Stored data:
-- -- --

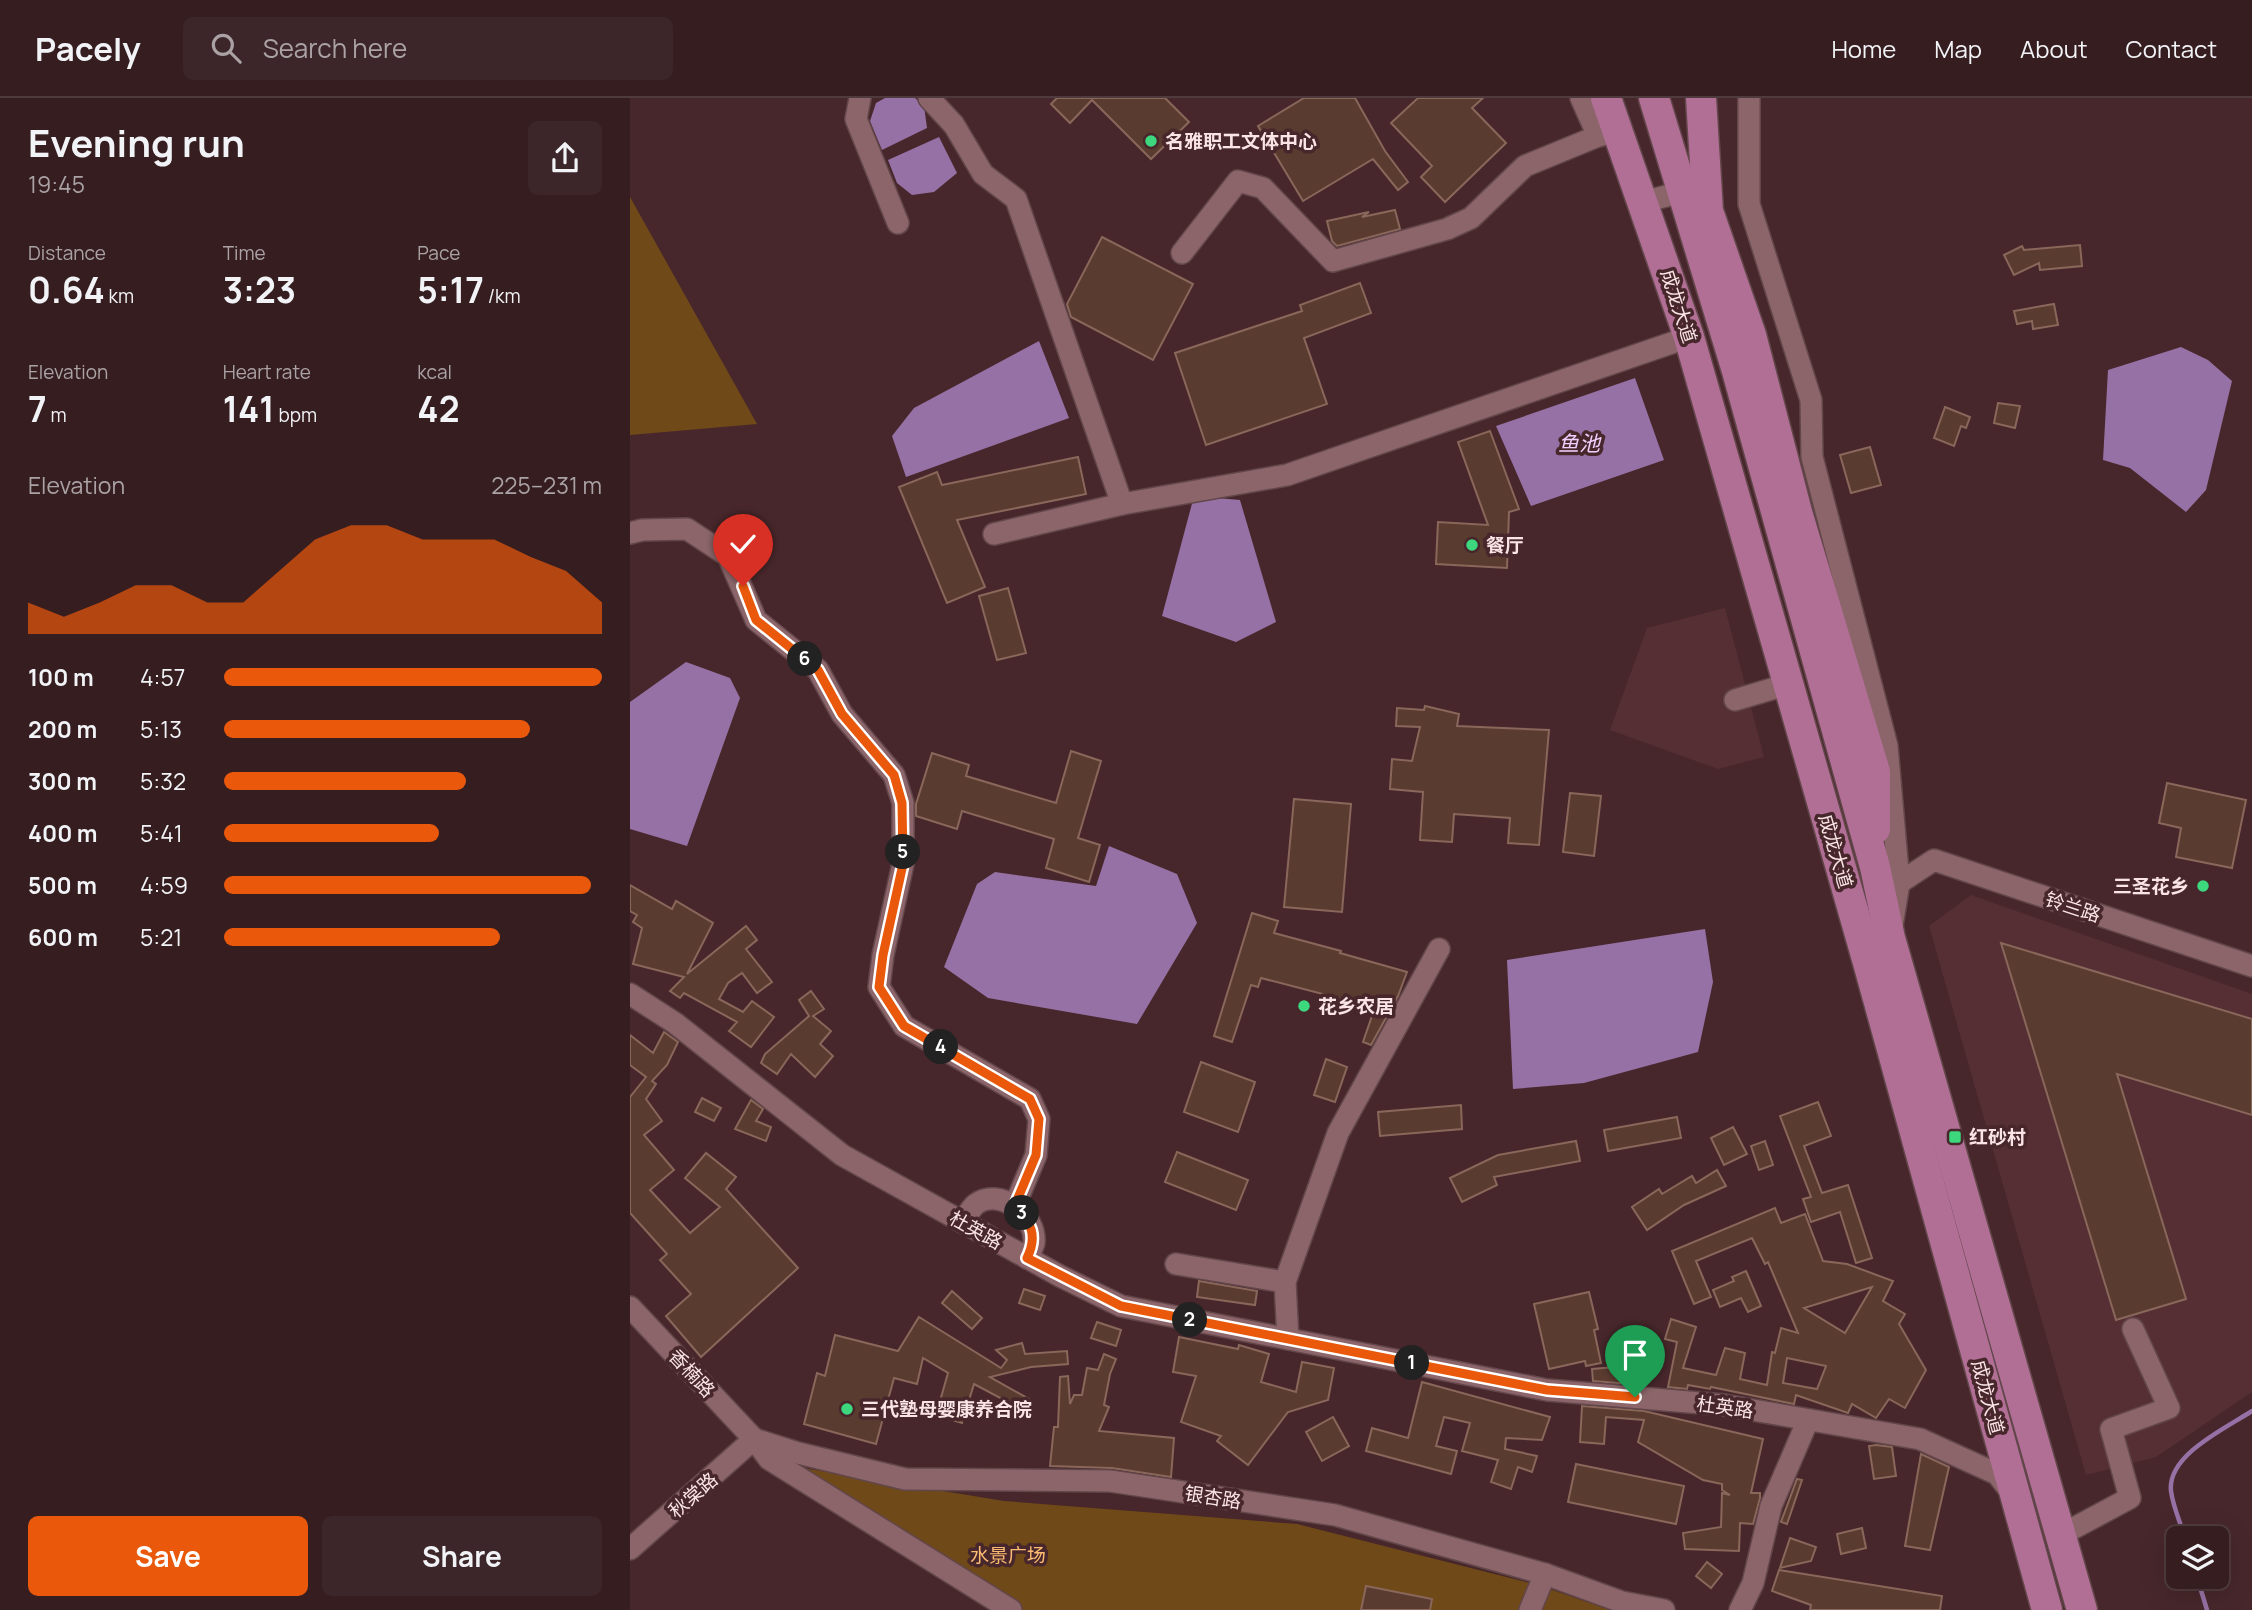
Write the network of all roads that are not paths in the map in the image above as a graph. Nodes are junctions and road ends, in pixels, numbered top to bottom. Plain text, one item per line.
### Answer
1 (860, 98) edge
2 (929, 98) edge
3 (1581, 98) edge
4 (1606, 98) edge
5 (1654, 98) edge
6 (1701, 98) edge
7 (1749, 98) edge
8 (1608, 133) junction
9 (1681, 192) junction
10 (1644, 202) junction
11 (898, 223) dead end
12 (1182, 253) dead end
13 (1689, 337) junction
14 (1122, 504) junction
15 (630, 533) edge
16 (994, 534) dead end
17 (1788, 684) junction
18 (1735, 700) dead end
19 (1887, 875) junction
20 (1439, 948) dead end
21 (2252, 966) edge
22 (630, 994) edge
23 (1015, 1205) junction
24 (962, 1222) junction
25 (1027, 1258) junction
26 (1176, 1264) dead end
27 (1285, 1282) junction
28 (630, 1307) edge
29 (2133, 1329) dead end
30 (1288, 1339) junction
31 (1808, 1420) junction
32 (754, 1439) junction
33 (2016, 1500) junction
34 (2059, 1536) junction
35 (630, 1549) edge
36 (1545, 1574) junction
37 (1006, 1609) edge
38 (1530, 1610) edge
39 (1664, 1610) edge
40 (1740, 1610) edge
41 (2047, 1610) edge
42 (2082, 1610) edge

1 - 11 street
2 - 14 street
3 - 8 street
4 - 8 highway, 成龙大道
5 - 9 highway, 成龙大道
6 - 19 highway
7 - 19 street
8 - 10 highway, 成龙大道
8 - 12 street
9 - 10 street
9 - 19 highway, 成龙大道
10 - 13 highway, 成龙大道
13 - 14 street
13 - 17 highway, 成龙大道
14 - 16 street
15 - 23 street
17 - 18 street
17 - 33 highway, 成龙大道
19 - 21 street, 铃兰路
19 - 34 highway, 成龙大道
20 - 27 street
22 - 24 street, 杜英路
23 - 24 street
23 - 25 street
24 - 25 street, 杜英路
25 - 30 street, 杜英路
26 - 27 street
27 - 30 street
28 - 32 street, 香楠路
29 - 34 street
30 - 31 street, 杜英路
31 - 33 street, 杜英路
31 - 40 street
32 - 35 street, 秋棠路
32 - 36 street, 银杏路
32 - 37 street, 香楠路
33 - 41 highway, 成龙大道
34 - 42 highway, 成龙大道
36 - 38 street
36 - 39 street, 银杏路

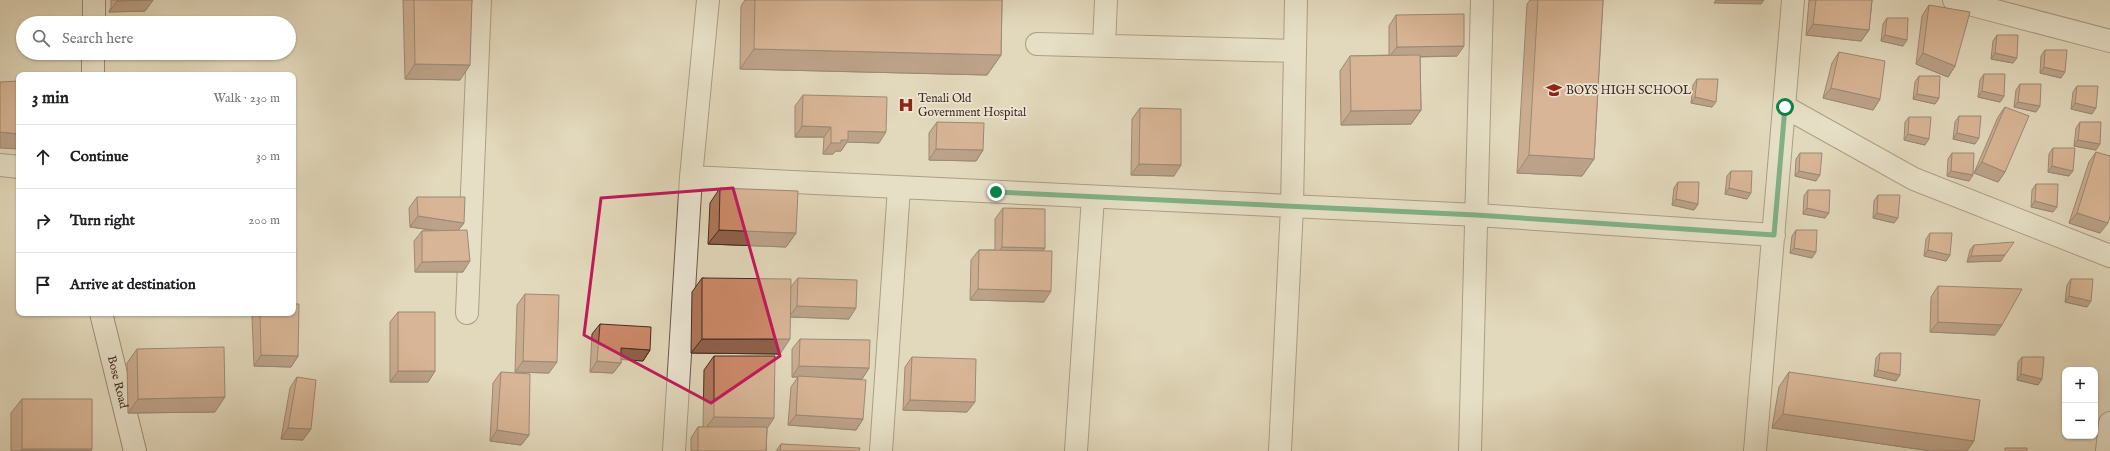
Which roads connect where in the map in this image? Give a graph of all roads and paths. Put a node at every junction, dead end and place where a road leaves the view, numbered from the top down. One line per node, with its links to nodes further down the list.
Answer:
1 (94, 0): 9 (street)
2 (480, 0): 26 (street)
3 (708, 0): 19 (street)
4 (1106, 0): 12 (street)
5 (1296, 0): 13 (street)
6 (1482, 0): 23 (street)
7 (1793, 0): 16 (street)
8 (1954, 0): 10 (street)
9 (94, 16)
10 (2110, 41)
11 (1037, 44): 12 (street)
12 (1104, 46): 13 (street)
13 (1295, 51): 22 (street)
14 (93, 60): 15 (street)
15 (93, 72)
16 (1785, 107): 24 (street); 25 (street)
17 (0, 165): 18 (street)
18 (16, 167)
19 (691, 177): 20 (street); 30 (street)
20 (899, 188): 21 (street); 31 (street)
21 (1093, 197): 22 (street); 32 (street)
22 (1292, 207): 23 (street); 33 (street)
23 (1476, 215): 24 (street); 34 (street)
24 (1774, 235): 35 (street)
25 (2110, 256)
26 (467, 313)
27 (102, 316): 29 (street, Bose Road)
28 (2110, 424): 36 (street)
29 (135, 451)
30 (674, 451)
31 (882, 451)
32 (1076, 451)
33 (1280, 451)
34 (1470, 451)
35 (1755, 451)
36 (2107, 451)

-- -- --

▶ ASSIGNED TASK
Leaving out the pictures, output each line above exactly as it is.

▶ YOUR SOLUTION
Write the network of all roads that are not paths in the map in the image above as a graph. Nodes are junctions and road ends, in pixels, numbered top to bottom. Plain text, one item per line.
### Answer
1 (860, 98) edge
2 (929, 98) edge
3 (1581, 98) edge
4 (1606, 98) edge
5 (1654, 98) edge
6 (1701, 98) edge
7 (1749, 98) edge
8 (1608, 133) junction
9 (1681, 192) junction
10 (1644, 202) junction
11 (898, 223) dead end
12 (1182, 253) dead end
13 (1689, 337) junction
14 (1122, 504) junction
15 (630, 533) edge
16 (994, 534) dead end
17 (1788, 684) junction
18 (1735, 700) dead end
19 (1887, 875) junction
20 (1439, 948) dead end
21 (2252, 966) edge
22 (630, 994) edge
23 (1015, 1205) junction
24 (962, 1222) junction
25 (1027, 1258) junction
26 (1176, 1264) dead end
27 (1285, 1282) junction
28 (630, 1307) edge
29 (2133, 1329) dead end
30 (1288, 1339) junction
31 (1808, 1420) junction
32 (754, 1439) junction
33 (2016, 1500) junction
34 (2059, 1536) junction
35 (630, 1549) edge
36 (1545, 1574) junction
37 (1006, 1609) edge
38 (1530, 1610) edge
39 (1664, 1610) edge
40 (1740, 1610) edge
41 (2047, 1610) edge
42 (2082, 1610) edge

1 - 11 street
2 - 14 street
3 - 8 street
4 - 8 highway, 成龙大道
5 - 9 highway, 成龙大道
6 - 19 highway
7 - 19 street
8 - 10 highway, 成龙大道
8 - 12 street
9 - 10 street
9 - 19 highway, 成龙大道
10 - 13 highway, 成龙大道
13 - 14 street
13 - 17 highway, 成龙大道
14 - 16 street
15 - 23 street
17 - 18 street
17 - 33 highway, 成龙大道
19 - 21 street, 铃兰路
19 - 34 highway, 成龙大道
20 - 27 street
22 - 24 street, 杜英路
23 - 24 street
23 - 25 street
24 - 25 street, 杜英路
25 - 30 street, 杜英路
26 - 27 street
27 - 30 street
28 - 32 street, 香楠路
29 - 34 street
30 - 31 street, 杜英路
31 - 33 street, 杜英路
31 - 40 street
32 - 35 street, 秋棠路
32 - 36 street, 银杏路
32 - 37 street, 香楠路
33 - 41 highway, 成龙大道
34 - 42 highway, 成龙大道
36 - 38 street
36 - 39 street, 银杏路

Which roads connect where in the map in this image? Give a graph of all roads and paths. Put a node at every junction, dead end and place where a road leaves the view, numbered from the top down. One line per node, with its links to nodes further down the list.
Answer:
1 (94, 0): 9 (street)
2 (480, 0): 26 (street)
3 (708, 0): 19 (street)
4 (1106, 0): 12 (street)
5 (1296, 0): 13 (street)
6 (1482, 0): 23 (street)
7 (1793, 0): 16 (street)
8 (1954, 0): 10 (street)
9 (94, 16)
10 (2110, 41)
11 (1037, 44): 12 (street)
12 (1104, 46): 13 (street)
13 (1295, 51): 22 (street)
14 (93, 60): 15 (street)
15 (93, 72)
16 (1785, 107): 24 (street); 25 (street)
17 (0, 165): 18 (street)
18 (16, 167)
19 (691, 177): 20 (street); 30 (street)
20 (899, 188): 21 (street); 31 (street)
21 (1093, 197): 22 (street); 32 (street)
22 (1292, 207): 23 (street); 33 (street)
23 (1476, 215): 24 (street); 34 (street)
24 (1774, 235): 35 (street)
25 (2110, 256)
26 (467, 313)
27 (102, 316): 29 (street, Bose Road)
28 (2110, 424): 36 (street)
29 (135, 451)
30 (674, 451)
31 (882, 451)
32 (1076, 451)
33 (1280, 451)
34 (1470, 451)
35 (1755, 451)
36 (2107, 451)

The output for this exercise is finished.